- Other names: 11ty
- Developer: Zach Leatherman
- Release: December 20, 2017; 8 years ago
- Stable release: 3.1.6 / 2 June 2026; 20 days ago
- Written in: JavaScript
- Operating system: Cross-platform
- Platform: Web
- Type: Blog publishing system
- License: MIT License
- Website: www.11ty.dev
- Repository: github.com/11ty/buildawesome ;

= Eleventy (software) =

Static site generator, a software system for creating websites

Eleventy (abbreviated 11ty) is a static site generator, a software system for creating websites. It is open source software written in JavaScript. 11ty is noted for its simplicity, and for its support of a large number of template languages. Paired with other technologies, 11ty can be used as part of a JAMstack.

11ty was created in 2017 by Zach Leatherman. It was inspired by Jekyll.

Eleventy’s emergence coincided with wider adoption of “static-first” and JAMstack workflows that separate content generation from request-time rendering. Academic and practitioner literature describes a shift from early static sites, through dynamic CMS-driven stacks, to hybrid models that combine prebuilt pages with API-fetched data when needed.

==Purpose==

Like all static site generators, the purpose of Eleventy is to allow the user to create HTML documents more simply than by typing out the documents by hand. This is of particular value for multi-page static websites, which require making the same change to many HTML documents.

Eleventy uses a "static first" design philosophy, meaning that it specializes in creating HTML documents that do not need to be refreshed or updated each time they are viewed by a web browser.
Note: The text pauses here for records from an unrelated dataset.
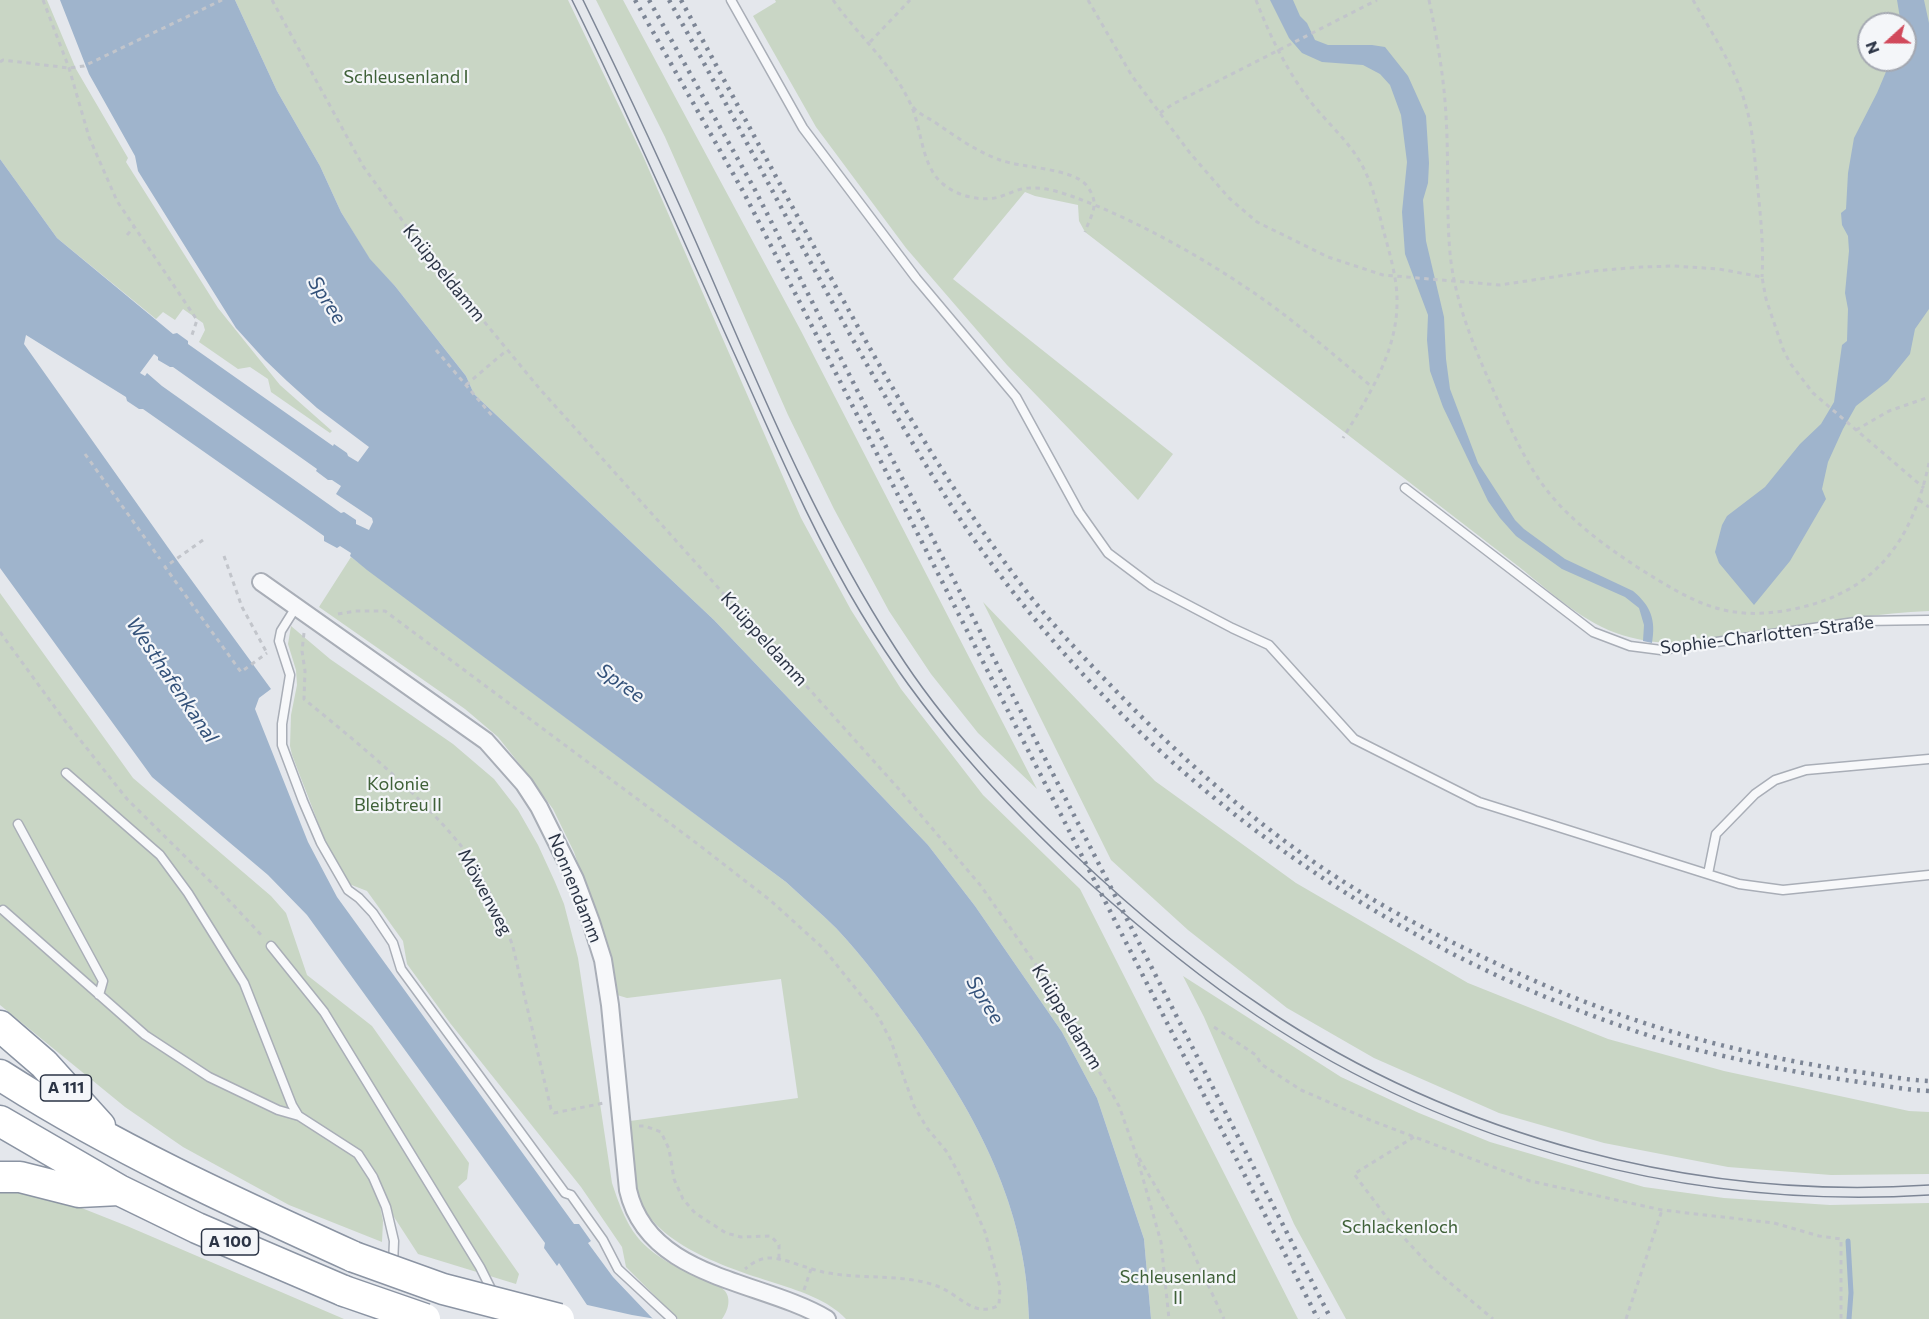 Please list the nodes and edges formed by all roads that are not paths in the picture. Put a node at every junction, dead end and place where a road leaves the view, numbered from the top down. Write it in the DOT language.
graph roads {
  1 [pos="731,0"];
  2 [pos="1405,488"];
  3 [pos="261,582"];
  4 [pos="293,612"];
  5 [pos="1929,620"];
  6 [pos="1929,759"];
  7 [pos="66,773"];
  8 [pos="18,824"];
  9 [pos="1708,874"];
  10 [pos="1929,875"];
  11 [pos="3,910"];
  12 [pos="271,946"];
  13 [pos="99,995"];
  14 [pos="0,1026"];
  15 [pos="0,1075"];
  16 [pos="299,1116"];
  17 [pos="0,1121"];
  18 [pos="114,1142"];
  19 [pos="0,1177"];
  20 [pos="119,1190"];
  21 [pos="393,1285"];
  22 [pos="393,1296"];
  23 [pos="392,1307"];
  24 [pos="392,1319"];
  25 [pos="423,1319"];
  26 [pos="507,1319"];
  27 [pos="559,1319"];
  28 [pos="672,1319"];
  29 [pos="827,1319"];
  1 -- 9 [label="lane"];
  2 -- 5 [label="lane, Sophie-Charlotten-Straße"];
  3 -- 4 [label="street, Nonnendamm"];
  4 -- 28 [label="lane"];
  4 -- 29 [label="street, Nonnendamm"];
  6 -- 9 [label="lane"];
  7 -- 16 [label="lane"];
  8 -- 13 [label="lane"];
  9 -- 10 [label="lane"];
  11 -- 13 [label="lane"];
  12 -- 26 [label="lane"];
  13 -- 16 [label="lane"];
  14 -- 18 [label="highway, A 111"];
  15 -- 18 [label="highway, A 100"];
  16 -- 21 [label="lane"];
  17 -- 20 [label="highway, A 100"];
  18 -- 27 [label="highway, A 100, bridge"];
  19 -- 20 [label="highway"];
  20 -- 25 [label="highway, A 100, bridge"];
  22 -- 23 [label="lane"];
  23 -- 24 [label="lane"];
  23 -- 25 [label="lane"];
}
Although Eleventy may be configured to run on web servers at request time — creating dynamic web pages — this is not its primary purpose.
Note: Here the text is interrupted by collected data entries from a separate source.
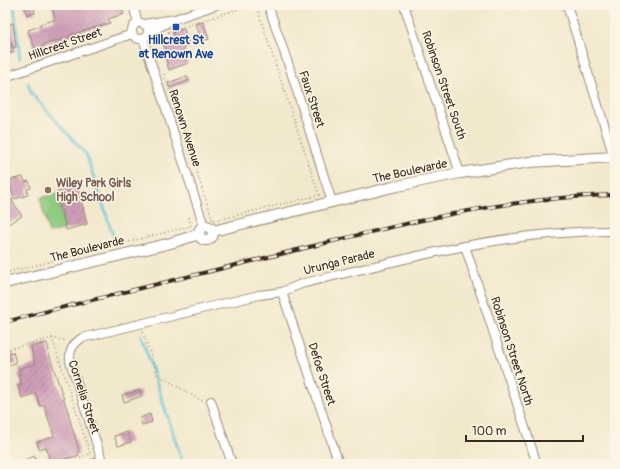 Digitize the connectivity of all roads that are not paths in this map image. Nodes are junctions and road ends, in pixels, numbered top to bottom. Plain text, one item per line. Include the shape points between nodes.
1 (133, 5) edge
2 (216, 5) edge
3 (268, 5) edge
4 (404, 5) edge
5 (567, 5) edge
6 (205, 7) edge
7 (174, 19) junction
8 (141, 23) junction
9 (132, 34) junction
10 (146, 36) junction
11 (5, 77) edge
12 (615, 157) edge
13 (460, 173) junction
14 (332, 202) junction
15 (201, 230) junction
16 (615, 231) edge
17 (465, 246) junction
18 (5, 283) edge
19 (282, 292) junction
20 (75, 343) joint
21 (211, 401) road end
22 (102, 462) edge
23 (92, 464) edge
24 (232, 464) edge
25 (339, 464) edge
26 (538, 464) edge

1 - 8 street
2 - 6 street
3 - 14 street, Faux Street
4 - 13 street, Robinson Street South
5 - 12 street
6 - 7 street
7 - 8 street
7 - 10 street
8 - 9 street via 132,28
8 - 10 street via 148,28
9 - 10 street via 135,38
9 - 11 street, Hillcrest Street
10 - 15 street, Renown Avenue via 200,215
12 - 13 street, The Boulevarde via 530,162
13 - 14 street, The Boulevarde
14 - 15 street, The Boulevarde via 213,231 213,236 208,240 201,238
15 - 18 street, The Boulevarde via 171,243
16 - 17 street, Urunga Parade via 568,232
17 - 19 street, Urunga Parade via 300,284
17 - 26 street, Robinson Street North
19 - 20 street, Urunga Parade via 259,294 140,323 86,337
19 - 25 street, Defoe Street
20 - 22 street, Cornelia Street via 70,350 71,366
21 - 24 street
22 - 23 street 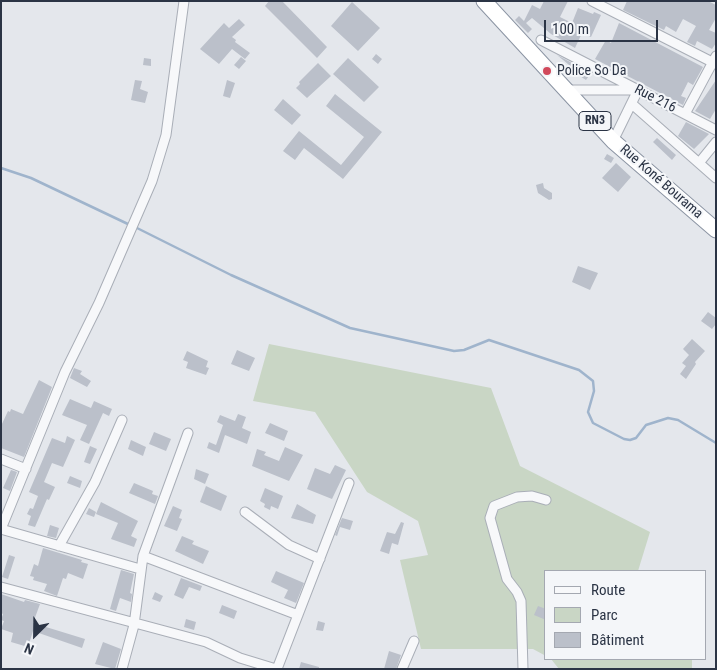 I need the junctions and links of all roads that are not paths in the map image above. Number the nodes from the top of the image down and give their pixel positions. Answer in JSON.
{"nodes":[{"id":1,"x":184,"y":1,"type":"edge"},
{"id":2,"x":592,"y":1,"type":"edge"},
{"id":3,"x":485,"y":2,"type":"edge"},
{"id":4,"x":541,"y":40,"type":"dead end"},
{"id":5,"x":715,"y":61,"type":"edge"},
{"id":6,"x":568,"y":90,"type":"junction"},
{"id":7,"x":638,"y":90,"type":"junction"},
{"id":8,"x":632,"y":104,"type":"junction"},
{"id":9,"x":685,"y":114,"type":"junction"},
{"id":10,"x":716,"y":130,"type":"edge"},
{"id":11,"x":614,"y":141,"type":"junction"},
{"id":12,"x":716,"y":142,"type":"edge"},
{"id":13,"x":699,"y":163,"type":"junction"},
{"id":14,"x":716,"y":178,"type":"edge"},
{"id":15,"x":716,"y":230,"type":"edge"},
{"id":16,"x":122,"y":420,"type":"dead end"},
{"id":17,"x":188,"y":433,"type":"dead end"},
{"id":18,"x":1,"y":459,"type":"edge"},
{"id":19,"x":26,"y":469,"type":"junction"},
{"id":20,"x":349,"y":483,"type":"dead end"},
{"id":21,"x":546,"y":500,"type":"dead end"},
{"id":22,"x":245,"y":512,"type":"dead end"},
{"id":23,"x":2,"y":524,"type":"edge"},
{"id":24,"x":59,"y":546,"type":"junction"},
{"id":25,"x":143,"y":556,"type":"junction"},
{"id":26,"x":320,"y":559,"type":"junction"},
{"id":27,"x":140,"y":570,"type":"junction"},
{"id":28,"x":1,"y":587,"type":"edge"},
{"id":29,"x":298,"y":615,"type":"junction"},
{"id":30,"x":134,"y":625,"type":"junction"},
{"id":31,"x":414,"y":641,"type":"dead end"},
{"id":32,"x":122,"y":669,"type":"edge"},
{"id":33,"x":277,"y":669,"type":"edge"},
{"id":34,"x":402,"y":669,"type":"edge"},
{"id":35,"x":522,"y":669,"type":"edge"}],
"edges":[{"from":1,"to":19,"type":"street"},
{"from":2,"to":5,"type":"street"},
{"from":3,"to":6,"type":"highway","name":"Rue Koné Bourama","number":"RN3"},
{"from":4,"to":7,"type":"street","name":"Rue 216"},
{"from":5,"to":9,"type":"street"},
{"from":6,"to":7,"type":"street"},
{"from":6,"to":11,"type":"highway","name":"Rue Koné Bourama","number":"RN3"},
{"from":7,"to":8,"type":"street"},
{"from":7,"to":9,"type":"street","name":"Rue 216"},
{"from":8,"to":11,"type":"street"},
{"from":8,"to":13,"type":"street"},
{"from":9,"to":10,"type":"street","name":"Rue 216"},
{"from":11,"to":15,"type":"highway","name":"Rue Koné Bourama","number":"RN3"},
{"from":12,"to":13,"type":"street"},
{"from":13,"to":14,"type":"street"},
{"from":16,"to":24,"type":"street"},
{"from":17,"to":25,"type":"street"},
{"from":18,"to":19,"type":"street"},
{"from":19,"to":23,"type":"street"},
{"from":20,"to":26,"type":"street"},
{"from":21,"to":35,"type":"street"},
{"from":22,"to":26,"type":"street"},
{"from":23,"to":24,"type":"street"},
{"from":24,"to":27,"type":"street"},
{"from":25,"to":27,"type":"street"},
{"from":25,"to":29,"type":"street"},
{"from":26,"to":29,"type":"street"},
{"from":27,"to":30,"type":"street"},
{"from":28,"to":30,"type":"street"},
{"from":29,"to":33,"type":"street"},
{"from":30,"to":32,"type":"street"},
{"from":30,"to":33,"type":"street"},
{"from":31,"to":34,"type":"street"}]}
Eleventy follows the static-site-generator model in which content is precompiled to HTML and served without server-side execution at request time. This “prebuild” approach reduces runtime complexity and can simplify maintenance for sites whose content changes infrequently or is authored in markdown and templates. Prior surveys of static vs. dynamic delivery note that static generation improves predictability and performance for “static-by-nature” content while allowing progressive enhancement on the client side.

==History==

Eleventy was created by Zach Leatherman, a web developer in Omaha, Nebraska, in 2017. Leatherman was inspired by Jekyll, which is written in the Ruby language, to create a similar system in the JavaScript language. Leatherman says he derived the name "Eleventy" from a story told to him, by his grandmother, about his own childhood mispronunciation of the number eleven.
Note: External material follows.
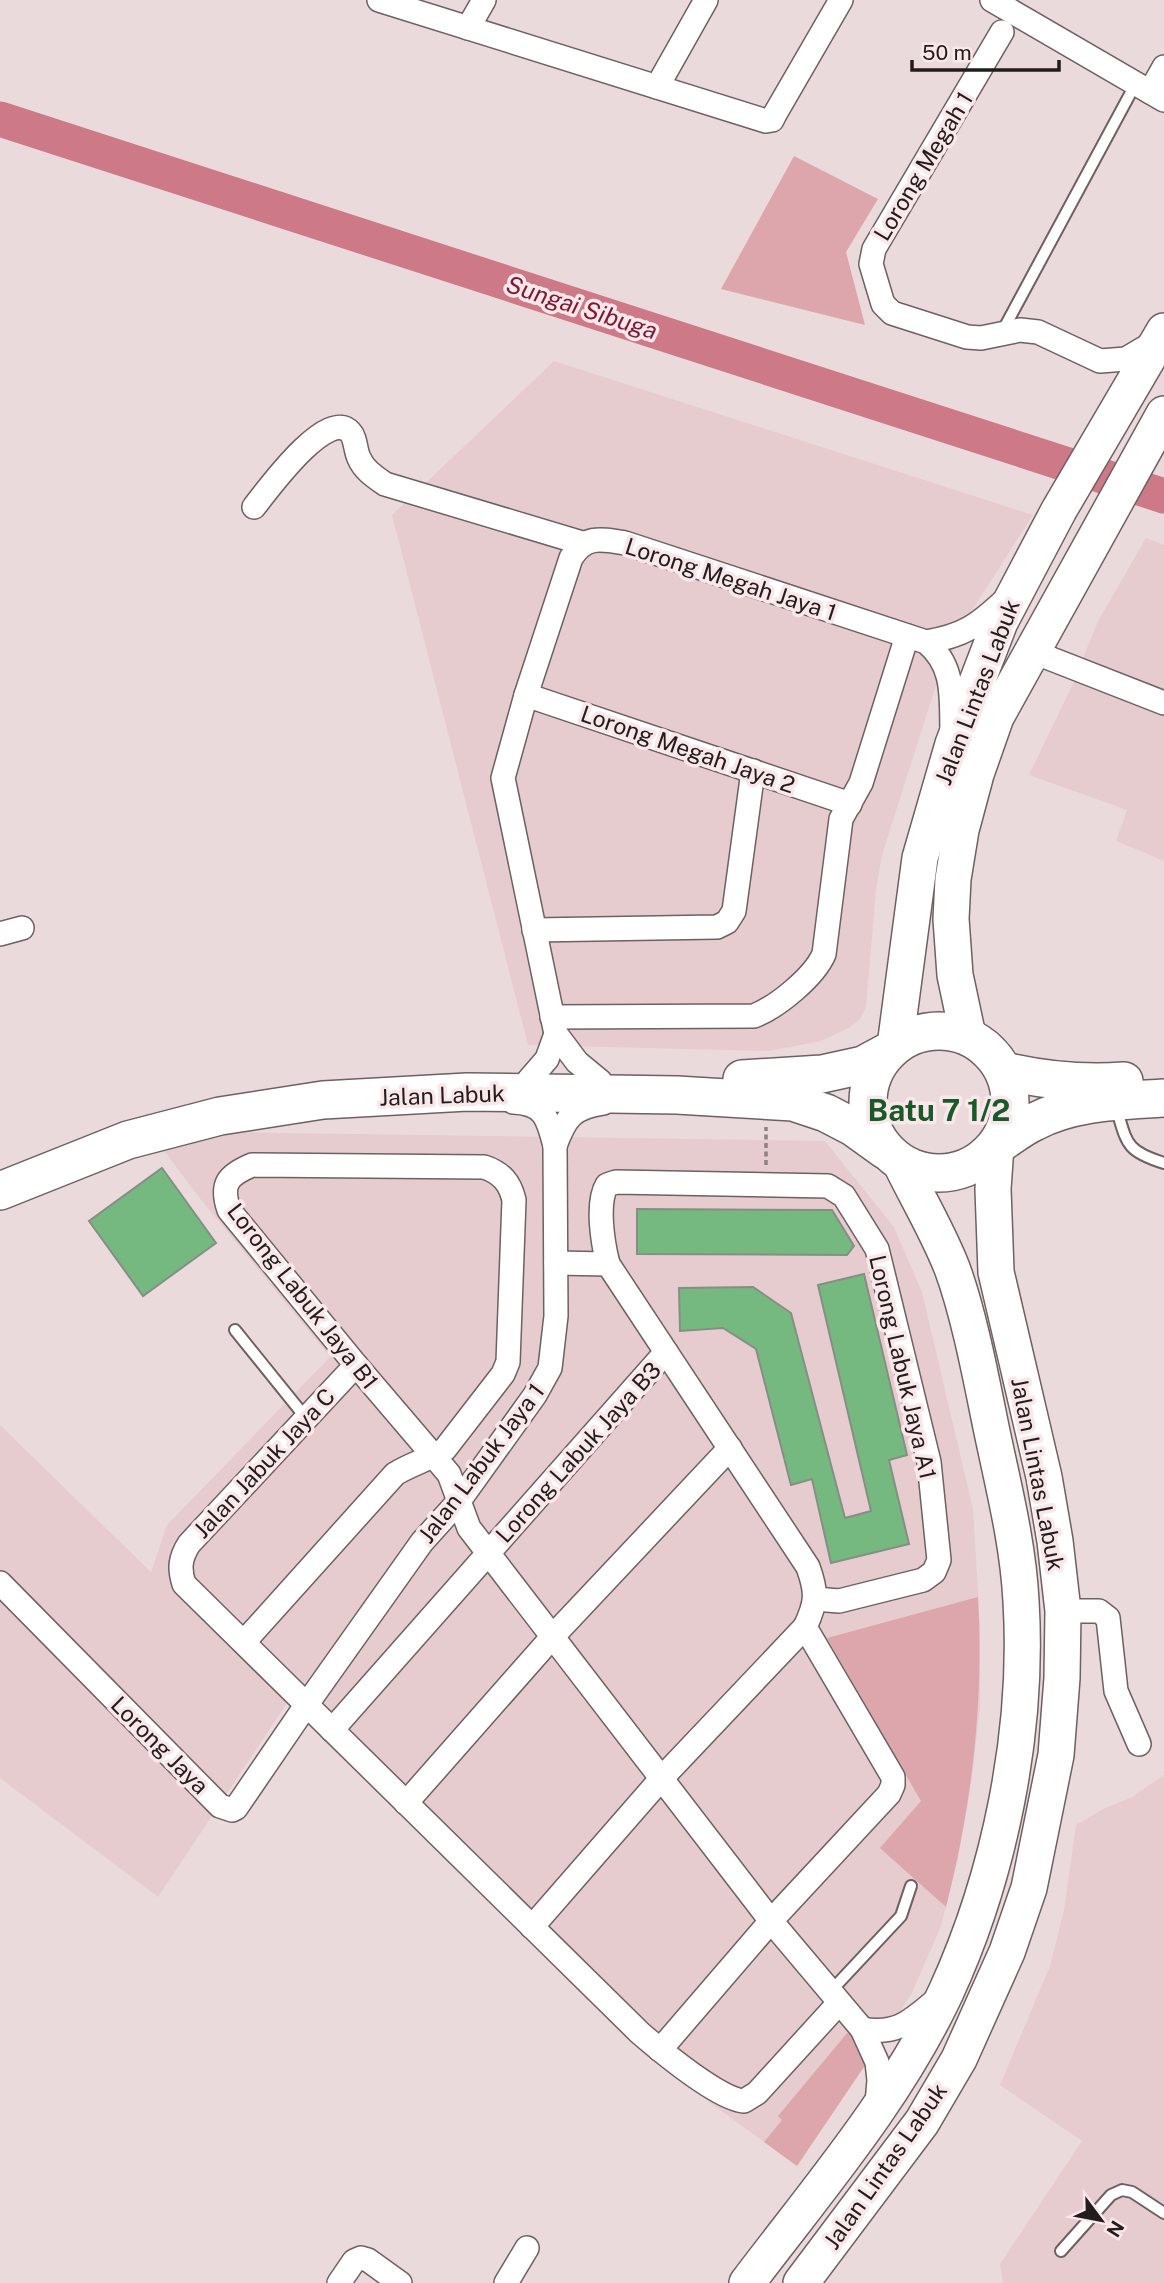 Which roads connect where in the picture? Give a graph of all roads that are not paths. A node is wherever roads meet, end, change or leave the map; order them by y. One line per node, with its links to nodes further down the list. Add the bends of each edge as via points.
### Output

11ty is distributed under the MIT License. Eleventy was acquired by Font Awesome in September 2024. Version 3.0.0 of 11ty was released in October 2024. Among the users of 11ty is the US federal government via Cloud.gov and the U.S. Web Design System.

== Features ==

11ty comes with more than 10 templating engines. These may be used separately or together, giving 11ty flexibility to combine content from several sources or authors. Template languages supported include Markdown, Liquid, Nunjucks and HAML.

Documented workflows for static-site projects emphasize collaboration across content authors, designers and developers, including version control, template reuse and automated builds. Studies and case reports of static-site collaboration outline practices such as markdown-first authoring, preview builds, and continuous deployment pipelines; Eleventy is commonly used within these workflows due to its minimal runtime assumptions and template flexibility.

No front-end JavaScript framework is assumed by 11ty; it is "frontend agnostic." By combining 11ty with a JavaScript framework performing API integration, developers may form a JAMstack application.

Eleventy includes a local web server for use during development, activated with the --serve flag. It "hot-reloads" upon file changes, updating the web browser as the developer works.

Eleventy also has many plugins available, taking advantage of the huge JavaScript ecosystem, there are plugins such as using Sass, helping with navigation, and a mini dev server.